Task goal - For each line in the data below that has the word "Tegal", copy that line.

Records contained in a dataset
Start of Block

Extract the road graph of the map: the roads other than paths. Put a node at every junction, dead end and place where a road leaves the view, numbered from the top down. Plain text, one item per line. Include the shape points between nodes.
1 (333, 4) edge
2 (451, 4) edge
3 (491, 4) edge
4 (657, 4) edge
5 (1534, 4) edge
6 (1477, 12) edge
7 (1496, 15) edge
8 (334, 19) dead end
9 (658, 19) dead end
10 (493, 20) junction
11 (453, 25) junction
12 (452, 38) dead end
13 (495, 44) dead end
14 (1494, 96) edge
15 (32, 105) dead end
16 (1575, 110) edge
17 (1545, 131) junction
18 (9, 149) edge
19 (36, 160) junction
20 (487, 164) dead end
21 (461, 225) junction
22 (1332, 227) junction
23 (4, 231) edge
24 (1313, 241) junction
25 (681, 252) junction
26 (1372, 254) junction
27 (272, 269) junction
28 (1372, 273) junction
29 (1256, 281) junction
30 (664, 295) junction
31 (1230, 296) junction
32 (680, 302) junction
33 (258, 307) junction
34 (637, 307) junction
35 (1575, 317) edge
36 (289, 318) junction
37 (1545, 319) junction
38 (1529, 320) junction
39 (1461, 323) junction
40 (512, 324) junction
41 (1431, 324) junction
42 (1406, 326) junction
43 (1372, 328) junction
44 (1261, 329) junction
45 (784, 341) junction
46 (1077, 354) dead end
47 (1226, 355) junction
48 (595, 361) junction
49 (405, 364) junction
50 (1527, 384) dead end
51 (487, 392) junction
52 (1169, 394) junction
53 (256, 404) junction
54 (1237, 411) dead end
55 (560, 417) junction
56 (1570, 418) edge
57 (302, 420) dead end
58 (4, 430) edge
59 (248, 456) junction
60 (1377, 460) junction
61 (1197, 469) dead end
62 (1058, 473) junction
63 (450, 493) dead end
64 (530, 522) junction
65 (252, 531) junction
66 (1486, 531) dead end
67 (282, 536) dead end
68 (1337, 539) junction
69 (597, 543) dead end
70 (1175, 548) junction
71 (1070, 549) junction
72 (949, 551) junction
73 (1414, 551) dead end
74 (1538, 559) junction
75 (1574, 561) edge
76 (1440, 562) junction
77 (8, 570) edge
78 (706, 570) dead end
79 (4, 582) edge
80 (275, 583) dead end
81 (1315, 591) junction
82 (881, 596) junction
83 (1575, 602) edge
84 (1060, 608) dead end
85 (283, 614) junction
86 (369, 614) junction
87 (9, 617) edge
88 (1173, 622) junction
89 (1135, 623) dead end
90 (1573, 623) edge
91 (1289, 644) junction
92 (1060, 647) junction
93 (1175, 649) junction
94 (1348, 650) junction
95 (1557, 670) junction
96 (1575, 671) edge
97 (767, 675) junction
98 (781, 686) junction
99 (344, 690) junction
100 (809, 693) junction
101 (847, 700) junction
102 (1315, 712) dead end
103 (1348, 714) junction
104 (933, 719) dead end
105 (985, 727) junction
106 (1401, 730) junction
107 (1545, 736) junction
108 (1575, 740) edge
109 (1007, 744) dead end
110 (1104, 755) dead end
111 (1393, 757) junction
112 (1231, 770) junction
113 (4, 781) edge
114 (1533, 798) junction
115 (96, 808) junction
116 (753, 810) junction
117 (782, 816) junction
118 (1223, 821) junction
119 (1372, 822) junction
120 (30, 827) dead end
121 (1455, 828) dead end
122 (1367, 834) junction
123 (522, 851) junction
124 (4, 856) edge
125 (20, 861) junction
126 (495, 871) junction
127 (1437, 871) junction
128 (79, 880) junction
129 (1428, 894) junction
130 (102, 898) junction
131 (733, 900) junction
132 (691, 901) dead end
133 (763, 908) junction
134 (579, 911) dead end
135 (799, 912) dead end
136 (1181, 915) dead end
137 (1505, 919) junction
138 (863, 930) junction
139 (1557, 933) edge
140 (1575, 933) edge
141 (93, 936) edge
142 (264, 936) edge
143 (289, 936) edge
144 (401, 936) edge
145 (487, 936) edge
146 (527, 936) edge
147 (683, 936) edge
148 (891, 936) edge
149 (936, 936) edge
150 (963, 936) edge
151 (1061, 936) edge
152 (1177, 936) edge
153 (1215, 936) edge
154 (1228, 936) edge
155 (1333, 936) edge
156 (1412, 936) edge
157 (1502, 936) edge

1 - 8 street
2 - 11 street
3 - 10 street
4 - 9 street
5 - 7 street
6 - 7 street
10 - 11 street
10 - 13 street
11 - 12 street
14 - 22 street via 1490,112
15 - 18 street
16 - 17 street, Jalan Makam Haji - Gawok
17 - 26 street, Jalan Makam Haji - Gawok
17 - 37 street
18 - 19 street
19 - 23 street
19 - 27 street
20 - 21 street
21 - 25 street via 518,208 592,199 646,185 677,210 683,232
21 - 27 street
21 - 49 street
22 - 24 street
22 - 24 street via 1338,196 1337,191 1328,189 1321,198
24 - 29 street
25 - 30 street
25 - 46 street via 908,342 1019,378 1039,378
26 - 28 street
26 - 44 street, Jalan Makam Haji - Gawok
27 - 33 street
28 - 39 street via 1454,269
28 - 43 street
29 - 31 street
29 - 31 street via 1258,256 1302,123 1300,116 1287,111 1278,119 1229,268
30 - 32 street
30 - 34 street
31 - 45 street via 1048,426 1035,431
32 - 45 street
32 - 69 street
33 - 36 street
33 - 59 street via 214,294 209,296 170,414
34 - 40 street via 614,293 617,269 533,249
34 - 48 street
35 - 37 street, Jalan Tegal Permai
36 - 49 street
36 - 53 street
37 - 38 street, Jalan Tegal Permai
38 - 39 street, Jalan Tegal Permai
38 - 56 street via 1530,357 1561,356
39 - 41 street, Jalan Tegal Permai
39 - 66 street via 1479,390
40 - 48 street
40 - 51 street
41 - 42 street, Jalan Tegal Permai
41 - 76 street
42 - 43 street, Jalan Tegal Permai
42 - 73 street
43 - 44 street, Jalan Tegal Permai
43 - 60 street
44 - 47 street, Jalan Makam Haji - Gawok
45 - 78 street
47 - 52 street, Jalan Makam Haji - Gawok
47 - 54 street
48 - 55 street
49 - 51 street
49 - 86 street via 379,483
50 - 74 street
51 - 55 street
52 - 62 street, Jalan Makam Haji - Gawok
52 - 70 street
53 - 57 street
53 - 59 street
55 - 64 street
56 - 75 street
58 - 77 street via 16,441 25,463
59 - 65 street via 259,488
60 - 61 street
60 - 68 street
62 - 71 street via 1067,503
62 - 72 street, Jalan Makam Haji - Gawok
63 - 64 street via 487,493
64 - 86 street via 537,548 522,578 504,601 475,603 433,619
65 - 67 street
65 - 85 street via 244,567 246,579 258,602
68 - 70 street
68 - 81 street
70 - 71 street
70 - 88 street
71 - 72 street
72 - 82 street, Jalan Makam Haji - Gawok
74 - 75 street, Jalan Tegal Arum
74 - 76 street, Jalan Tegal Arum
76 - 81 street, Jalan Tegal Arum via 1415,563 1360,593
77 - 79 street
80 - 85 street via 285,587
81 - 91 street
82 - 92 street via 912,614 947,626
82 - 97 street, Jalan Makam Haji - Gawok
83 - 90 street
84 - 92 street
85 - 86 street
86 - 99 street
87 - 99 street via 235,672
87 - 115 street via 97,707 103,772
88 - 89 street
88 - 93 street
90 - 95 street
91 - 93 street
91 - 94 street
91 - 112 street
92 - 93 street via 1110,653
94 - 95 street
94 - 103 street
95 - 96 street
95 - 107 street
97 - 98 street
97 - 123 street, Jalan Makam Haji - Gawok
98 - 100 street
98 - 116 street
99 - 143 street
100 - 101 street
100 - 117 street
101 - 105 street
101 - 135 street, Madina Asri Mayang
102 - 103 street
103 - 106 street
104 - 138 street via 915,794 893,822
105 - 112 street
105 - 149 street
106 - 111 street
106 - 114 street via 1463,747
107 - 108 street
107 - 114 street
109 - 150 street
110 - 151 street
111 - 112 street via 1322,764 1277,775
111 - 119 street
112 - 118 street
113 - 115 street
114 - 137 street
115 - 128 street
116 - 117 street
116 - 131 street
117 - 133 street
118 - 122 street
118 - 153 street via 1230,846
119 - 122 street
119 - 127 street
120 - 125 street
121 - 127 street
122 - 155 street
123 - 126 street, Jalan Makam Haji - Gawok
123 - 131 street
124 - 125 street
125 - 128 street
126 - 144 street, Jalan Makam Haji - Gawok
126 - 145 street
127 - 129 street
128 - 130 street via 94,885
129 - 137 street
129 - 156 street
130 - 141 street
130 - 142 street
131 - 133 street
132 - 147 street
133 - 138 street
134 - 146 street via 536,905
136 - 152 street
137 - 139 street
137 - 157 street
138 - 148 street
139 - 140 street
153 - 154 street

End of Block

Solution -
35 - 37 street, Jalan Tegal Permai
37 - 38 street, Jalan Tegal Permai
38 - 39 street, Jalan Tegal Permai
39 - 41 street, Jalan Tegal Permai
41 - 42 street, Jalan Tegal Permai
42 - 43 street, Jalan Tegal Permai
43 - 44 street, Jalan Tegal Permai
74 - 75 street, Jalan Tegal Arum
74 - 76 street, Jalan Tegal Arum
76 - 81 street, Jalan Tegal Arum via 1415,563 1360,593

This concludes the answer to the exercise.